With NASA planning to bring astronauts back to the moon by 2024 and make lunar missions sustainable by 2028, the space race part two is on. The challenge this round? Go there to stay. In the drive to produce water, power, fuel and food, we’re going to tap into every readily available resource: lunar soil, solar energy and even somewhat threadbare helium, neon and hydrogen atmosphere clinging to our moon’s rugged surface. It’s all up for grabs, but what can we do with it?
For starters: We can make oxygen on the moon.
Lighting Up the Night: Making Oxygen and Power on the Moon
Making something out of nothing usually involves breaking the laws of physics — making oxygen on the moon only involves using water to break up lunar soil.
To make oxygen on the moon, researchers at Nanjing University recently proposed using a process a bit like terrestrial photosynthesis. The process starts with lunar soil, which is rich in iron and titanium. Thanks to the presence of those elements, when scientists added water to lunar soil samples returned by the Chang’e 5 moon rover, it kicked off a very useful chemical reaction. As has been observed in some places on Earth, including Antarctica, iron in the water-hungry soil donated electrons to the oxygen and hydrogen in the water. The result: both O2 and H2 were released.
The research team noted that with this simple maneuver, the lunar samples readily produced not only breathable air, but also a potential source of fuel. In a future lunar base, carbon dioxide from astronauts’ exhaled breath could be added to the H2 released by rehydrated lunar soil. Under the right conditions, H2 and CO2 create methane. Methane is a component of rocket fuel.
If future denizens of the moon’s surface add even more oxygen and hydrogen to the methane mix, they might make methanol — which is toxic to humans if ingested, but also an excellent source of energy. If burned purely, methanol returns all of its original components in the form of water and carbon dioxide. This kind of combustion on Earth is the basis for gasoline engines, among other things. It could be used as a similar source of propellant on the moon or simply stored until more water and carbon dioxide are needed. If there are no leaks in the system, this kind of process would make a future lunar base more energy-independent than most homes in America.
This is one possible approach to making oxygen on the moon, and has the advantage of not requiring an external power source. In this reaction, the lunar loam itself acts as a battery. But this method of turning the moon’s resources into humanity’s air and water 238,855 miles (384,400 km) from home is not the only one, not by a long shot. Another approach involves cooking lunar soil instead of adding water to it.

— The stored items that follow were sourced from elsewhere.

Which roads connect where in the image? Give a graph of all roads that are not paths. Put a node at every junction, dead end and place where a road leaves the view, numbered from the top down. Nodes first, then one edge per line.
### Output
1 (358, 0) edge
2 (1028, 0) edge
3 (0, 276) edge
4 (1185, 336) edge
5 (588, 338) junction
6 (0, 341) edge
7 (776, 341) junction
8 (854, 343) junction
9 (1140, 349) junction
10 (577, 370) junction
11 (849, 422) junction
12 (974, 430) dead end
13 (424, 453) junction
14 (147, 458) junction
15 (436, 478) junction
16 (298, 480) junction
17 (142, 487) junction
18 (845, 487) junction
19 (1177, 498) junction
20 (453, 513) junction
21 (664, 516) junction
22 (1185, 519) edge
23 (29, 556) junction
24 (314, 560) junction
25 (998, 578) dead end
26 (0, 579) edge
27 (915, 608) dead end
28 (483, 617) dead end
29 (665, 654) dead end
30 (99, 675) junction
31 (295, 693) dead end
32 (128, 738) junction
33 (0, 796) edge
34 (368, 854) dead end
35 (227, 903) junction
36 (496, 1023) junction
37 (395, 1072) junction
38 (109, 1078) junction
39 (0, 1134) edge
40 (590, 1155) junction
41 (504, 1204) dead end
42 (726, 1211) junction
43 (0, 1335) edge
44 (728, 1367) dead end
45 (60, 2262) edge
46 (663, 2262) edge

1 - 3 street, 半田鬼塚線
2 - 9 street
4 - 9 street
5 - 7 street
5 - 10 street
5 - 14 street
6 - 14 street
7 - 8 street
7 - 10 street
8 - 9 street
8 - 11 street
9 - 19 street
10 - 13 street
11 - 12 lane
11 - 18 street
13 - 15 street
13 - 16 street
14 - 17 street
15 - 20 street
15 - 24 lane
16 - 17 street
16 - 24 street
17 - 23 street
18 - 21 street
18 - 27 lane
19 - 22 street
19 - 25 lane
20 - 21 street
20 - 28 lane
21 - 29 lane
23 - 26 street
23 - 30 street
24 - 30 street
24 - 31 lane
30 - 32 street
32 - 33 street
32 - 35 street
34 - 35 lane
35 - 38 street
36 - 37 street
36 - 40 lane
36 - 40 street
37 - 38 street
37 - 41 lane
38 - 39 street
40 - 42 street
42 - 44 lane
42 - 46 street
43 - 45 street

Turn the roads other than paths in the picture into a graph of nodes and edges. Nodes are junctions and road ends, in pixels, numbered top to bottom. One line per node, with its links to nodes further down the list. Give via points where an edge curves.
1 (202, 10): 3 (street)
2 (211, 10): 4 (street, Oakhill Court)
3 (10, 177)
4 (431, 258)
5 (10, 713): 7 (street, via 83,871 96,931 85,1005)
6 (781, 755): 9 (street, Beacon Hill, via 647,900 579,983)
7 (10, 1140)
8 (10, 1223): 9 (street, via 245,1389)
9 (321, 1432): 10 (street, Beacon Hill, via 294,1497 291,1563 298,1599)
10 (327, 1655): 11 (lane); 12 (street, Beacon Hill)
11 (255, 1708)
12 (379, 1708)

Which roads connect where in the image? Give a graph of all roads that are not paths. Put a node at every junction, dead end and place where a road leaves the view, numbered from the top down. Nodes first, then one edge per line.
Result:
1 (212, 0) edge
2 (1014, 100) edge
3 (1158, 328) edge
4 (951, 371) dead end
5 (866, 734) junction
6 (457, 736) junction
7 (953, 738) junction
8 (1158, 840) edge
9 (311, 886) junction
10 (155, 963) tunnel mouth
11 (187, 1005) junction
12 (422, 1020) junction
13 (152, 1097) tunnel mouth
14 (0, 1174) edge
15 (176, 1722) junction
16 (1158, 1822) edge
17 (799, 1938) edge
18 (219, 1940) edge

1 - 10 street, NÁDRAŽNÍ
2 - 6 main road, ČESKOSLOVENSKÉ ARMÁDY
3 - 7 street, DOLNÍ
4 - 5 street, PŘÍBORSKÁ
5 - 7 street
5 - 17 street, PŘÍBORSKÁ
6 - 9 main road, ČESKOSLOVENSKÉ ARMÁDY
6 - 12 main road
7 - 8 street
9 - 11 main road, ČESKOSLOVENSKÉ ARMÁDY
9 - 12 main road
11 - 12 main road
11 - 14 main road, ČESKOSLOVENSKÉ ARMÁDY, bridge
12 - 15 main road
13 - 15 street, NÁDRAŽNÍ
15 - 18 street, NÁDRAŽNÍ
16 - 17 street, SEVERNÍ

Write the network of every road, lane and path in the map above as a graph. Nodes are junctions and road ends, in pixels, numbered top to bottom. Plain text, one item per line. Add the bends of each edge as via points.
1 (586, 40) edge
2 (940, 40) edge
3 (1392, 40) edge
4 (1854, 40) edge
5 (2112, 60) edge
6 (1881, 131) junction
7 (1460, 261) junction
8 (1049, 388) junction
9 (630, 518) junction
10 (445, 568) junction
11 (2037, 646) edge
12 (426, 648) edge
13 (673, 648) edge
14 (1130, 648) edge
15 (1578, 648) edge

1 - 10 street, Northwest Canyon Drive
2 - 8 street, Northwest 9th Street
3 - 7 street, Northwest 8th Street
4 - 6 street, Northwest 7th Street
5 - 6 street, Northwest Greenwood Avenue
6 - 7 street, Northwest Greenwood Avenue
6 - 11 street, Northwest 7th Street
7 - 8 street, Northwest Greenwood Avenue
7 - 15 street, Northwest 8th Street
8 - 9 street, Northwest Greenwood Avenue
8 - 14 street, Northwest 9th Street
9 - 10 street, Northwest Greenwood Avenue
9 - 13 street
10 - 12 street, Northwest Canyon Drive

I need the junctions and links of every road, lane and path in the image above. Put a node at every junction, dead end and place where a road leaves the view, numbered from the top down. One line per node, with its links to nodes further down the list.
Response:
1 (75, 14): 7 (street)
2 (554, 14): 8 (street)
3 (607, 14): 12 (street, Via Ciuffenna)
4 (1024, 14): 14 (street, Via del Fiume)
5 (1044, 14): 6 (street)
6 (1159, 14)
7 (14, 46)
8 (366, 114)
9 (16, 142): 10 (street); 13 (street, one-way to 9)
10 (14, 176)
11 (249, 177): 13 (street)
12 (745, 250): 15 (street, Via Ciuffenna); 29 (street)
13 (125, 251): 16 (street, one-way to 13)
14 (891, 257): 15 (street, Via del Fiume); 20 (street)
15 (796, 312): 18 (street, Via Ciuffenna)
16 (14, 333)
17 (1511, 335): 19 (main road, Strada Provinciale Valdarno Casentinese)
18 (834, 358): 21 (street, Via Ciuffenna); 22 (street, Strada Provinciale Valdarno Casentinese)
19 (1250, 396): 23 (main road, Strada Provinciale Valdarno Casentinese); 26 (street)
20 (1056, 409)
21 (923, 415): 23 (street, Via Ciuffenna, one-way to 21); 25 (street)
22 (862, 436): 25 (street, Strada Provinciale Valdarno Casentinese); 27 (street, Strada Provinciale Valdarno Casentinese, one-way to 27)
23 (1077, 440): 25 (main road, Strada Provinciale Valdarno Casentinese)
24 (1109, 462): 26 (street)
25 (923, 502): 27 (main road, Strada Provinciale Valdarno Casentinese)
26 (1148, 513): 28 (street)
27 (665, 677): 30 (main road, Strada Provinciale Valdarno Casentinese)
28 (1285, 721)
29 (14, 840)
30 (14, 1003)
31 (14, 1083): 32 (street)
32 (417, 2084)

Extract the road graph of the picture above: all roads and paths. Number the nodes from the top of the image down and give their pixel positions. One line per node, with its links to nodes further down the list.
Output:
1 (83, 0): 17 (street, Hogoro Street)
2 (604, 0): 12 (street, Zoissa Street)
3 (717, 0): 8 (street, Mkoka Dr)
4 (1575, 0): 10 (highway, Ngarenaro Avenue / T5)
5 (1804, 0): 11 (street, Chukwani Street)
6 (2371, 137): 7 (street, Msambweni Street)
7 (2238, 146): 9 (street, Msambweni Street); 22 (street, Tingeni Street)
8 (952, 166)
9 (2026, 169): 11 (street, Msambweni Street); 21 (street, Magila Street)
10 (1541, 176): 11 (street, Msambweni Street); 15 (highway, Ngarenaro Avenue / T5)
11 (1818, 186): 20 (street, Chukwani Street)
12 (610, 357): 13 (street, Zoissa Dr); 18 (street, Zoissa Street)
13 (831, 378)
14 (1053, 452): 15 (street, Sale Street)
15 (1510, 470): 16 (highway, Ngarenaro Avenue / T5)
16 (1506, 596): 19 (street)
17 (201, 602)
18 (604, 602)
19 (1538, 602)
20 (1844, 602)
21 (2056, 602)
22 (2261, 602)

An Alternative to Extraterrestrial Photosynthesis
Part of the reason that the iron in lunar soil is ready and able to give up oxygen when hydrated is that this iron is bound up with oxygen in the form of iron oxide. Another pairing, silicon oxide, the most abundant component of sand, is plentiful on the moon. Like iron oxide, silicon dioxide (SiO2 or silica) has been shown to release oxygen when heated. In previous eras, silicon dioxide was a problem for lunar explorers. It is fine, sticky and reactive. Silica from lunar dust clung to the Apollo astronaut suits, followed the crew into their cabins and even gave astronaut Jack Schmitt a nasty case of nasal congestion.
This time around, the gun-powder-smelling lunar dust could be a source of easier breathing instead of clogged sinuses. For this second process to successfully leach the O2 out of SiO2, it takes two steps instead of one, but, as a bonus, does not require adding precious water. Quite the contrary: it requires hydrogen and methane. As luck and science would have it, the first process described here, where lunar samples are rehydrated, produces both. So both processes could come in handy, depending on whether the lunar base is rich in water or rich in hydrogen at any given time. Both processes require carbon dioxide. Fortunately, owing to the respiratory efforts of every human being on the moon, future lunar bases are likely to be well-supplied with CO2.
The moon shines brightly in our sky partly because of the SiO2 its surface — SiO2 that tends to burn rapidly in the presence of oxygen or anything reactive. Last time we went to the moon, those same shining dust particles clogged up spacesuit visors, coated equipment and cut through all of the seals on the supposedly air-tight containers the Apollo astronauts used to collect lunar samples. Nothing on the moon was safe from it. This time, building habitats and life support systems that survive long-term with minimal support from Earth is going to require that we do more than survive the lunar dust. Settling on our nearest satellite for the long haul is going to require us to dig in and master it.
Cooking or hydrating lunar soil to make oxygen on the moon is not just a matter of breathing, but of using chemistry to turn the tables on one of the most confounding substances humankind as encountered in space to date. Neutralizing reactive lunar soil with water or heat converts an explorer’s natural enemy into an invaluable friend: one that could fuel lunar exploration for generations to come.